Il n’est donc pas étonnant qu’on ait trouvé tant de restes de sépultures sur une montagne qui a servi si longtemps de cimetière. Quand on entreprit d’y creuser des tranchées pour les fondemens des maisons nouvelles, la pioche rencontrait à chaque instant des ossemens et des tombes. Parmi ces tombes, dont quelques-unes sont intéressantes par les inscriptions qu’elles portent ou les objets d’art qu’elles renferment, il ne fut pas difficile de reconnaître les puticuli. C’étaient de petites salles rectangulaires, creusées jusqu’au roc, avec des murs épais et grossiers.
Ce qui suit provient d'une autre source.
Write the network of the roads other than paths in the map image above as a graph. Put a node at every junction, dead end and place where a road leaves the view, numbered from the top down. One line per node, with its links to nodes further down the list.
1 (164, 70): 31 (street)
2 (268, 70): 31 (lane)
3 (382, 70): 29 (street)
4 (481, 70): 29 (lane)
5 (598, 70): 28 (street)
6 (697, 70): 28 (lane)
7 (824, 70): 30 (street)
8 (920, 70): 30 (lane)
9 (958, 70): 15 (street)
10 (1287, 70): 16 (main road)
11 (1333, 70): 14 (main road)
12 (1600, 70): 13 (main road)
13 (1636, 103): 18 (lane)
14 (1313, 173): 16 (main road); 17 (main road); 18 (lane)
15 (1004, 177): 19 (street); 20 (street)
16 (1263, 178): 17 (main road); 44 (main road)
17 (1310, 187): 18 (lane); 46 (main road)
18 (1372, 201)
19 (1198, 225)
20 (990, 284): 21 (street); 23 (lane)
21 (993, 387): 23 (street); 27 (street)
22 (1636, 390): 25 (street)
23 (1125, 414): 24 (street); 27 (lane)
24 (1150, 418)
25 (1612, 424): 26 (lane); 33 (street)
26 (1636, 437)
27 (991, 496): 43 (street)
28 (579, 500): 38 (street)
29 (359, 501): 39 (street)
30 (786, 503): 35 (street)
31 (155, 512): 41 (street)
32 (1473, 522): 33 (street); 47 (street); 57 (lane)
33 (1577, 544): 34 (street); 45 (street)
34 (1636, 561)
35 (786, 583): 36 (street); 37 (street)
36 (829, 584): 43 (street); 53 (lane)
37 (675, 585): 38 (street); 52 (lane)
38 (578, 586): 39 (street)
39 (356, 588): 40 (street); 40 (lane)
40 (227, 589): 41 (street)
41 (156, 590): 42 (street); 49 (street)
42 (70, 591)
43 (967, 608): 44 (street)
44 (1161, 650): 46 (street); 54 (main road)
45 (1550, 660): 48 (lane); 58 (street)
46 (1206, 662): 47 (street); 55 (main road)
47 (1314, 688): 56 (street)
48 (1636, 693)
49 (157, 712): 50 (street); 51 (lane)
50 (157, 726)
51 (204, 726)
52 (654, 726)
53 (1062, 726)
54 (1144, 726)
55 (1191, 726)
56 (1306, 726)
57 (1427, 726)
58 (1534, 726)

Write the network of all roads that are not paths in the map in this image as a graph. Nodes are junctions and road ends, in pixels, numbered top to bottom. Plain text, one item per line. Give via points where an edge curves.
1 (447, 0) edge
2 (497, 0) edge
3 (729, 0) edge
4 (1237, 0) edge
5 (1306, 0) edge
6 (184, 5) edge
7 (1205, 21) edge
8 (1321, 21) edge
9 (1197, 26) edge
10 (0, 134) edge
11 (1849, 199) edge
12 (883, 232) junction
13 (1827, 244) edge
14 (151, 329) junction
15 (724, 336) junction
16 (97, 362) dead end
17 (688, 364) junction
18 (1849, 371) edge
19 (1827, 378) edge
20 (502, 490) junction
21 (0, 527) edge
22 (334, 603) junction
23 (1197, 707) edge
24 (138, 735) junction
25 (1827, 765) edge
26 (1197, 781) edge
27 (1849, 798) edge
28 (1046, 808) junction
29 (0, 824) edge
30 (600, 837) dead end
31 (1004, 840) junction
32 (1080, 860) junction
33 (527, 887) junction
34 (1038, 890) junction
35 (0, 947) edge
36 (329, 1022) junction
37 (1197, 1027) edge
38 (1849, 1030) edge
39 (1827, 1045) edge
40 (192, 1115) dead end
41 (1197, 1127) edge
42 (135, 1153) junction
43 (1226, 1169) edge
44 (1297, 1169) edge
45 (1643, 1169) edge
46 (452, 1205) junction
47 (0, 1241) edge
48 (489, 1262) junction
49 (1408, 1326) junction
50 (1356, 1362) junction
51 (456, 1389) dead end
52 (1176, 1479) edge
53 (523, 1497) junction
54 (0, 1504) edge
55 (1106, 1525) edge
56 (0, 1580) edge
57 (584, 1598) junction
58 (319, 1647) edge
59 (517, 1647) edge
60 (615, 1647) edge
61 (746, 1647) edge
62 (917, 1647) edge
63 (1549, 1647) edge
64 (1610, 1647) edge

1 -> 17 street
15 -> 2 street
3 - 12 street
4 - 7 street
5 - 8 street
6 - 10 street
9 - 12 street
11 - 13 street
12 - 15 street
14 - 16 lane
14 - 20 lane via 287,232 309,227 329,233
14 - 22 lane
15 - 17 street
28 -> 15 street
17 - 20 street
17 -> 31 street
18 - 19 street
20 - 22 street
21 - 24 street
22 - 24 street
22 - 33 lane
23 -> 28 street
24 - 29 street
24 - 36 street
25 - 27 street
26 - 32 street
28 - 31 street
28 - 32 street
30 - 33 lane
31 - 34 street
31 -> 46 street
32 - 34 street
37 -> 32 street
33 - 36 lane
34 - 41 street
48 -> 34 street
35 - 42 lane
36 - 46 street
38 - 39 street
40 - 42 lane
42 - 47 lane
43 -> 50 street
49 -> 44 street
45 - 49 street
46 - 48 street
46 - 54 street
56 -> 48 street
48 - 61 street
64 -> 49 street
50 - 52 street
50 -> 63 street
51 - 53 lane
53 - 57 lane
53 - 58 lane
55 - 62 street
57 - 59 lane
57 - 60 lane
Elles étaient placées à la suite les unes des autres, mais sans communication entre elles; elles ne pouvaient donc s’ouvrir qu’à leur partie supérieure, et c’est de là qu’on descendait, ou, comme disait le peuple, qu’on jetait les cadavres sur le sol. Lorsqu’un esclave n’avait pas pu épargner sur sa maigre nourriture un peu d’argent pour s’acheter une place dans un pauvre columbarium, ou qu’il avait négligé de se faire affilier à l’une de ces sociétés qui se chargeaient d’ensevelir décemment leurs membres, ses camarades venaient le prendre la nuit dans l’étroite cellule où il était mort. On le plaçait en toute hâte dans une bière de louage et l’on venait le précipiter dans les puticuli. Ces funérailles furtives, cette sépulture commune faisaient horreur. Quand on se souvient des préjugés antiques, d’après lesquels le sort des âmes dans l’autre vie dépendait de l’observation des rites funéraires et de la possession d’une tombe, on est convaincu qu’il n’y avait pas de pire tourment pour ces malheureux, pendant qu’ils expiraient sur leur grabat, que de songer qu’ils ne seraient pas ensevelis selon les rites, que personne ne leur adresserait l’adieu suprême, et qu’ils ne posséderaient pas un tombeau pour eux. Cependant le nombre de ceux qui se sont exposés à ce malheur a dû être considérable. On a trouvé les salles des puticuli encore pleines de cendres, d’ossemens et de débris humains, qui ont noirci le sol et les murailles en se décomposant.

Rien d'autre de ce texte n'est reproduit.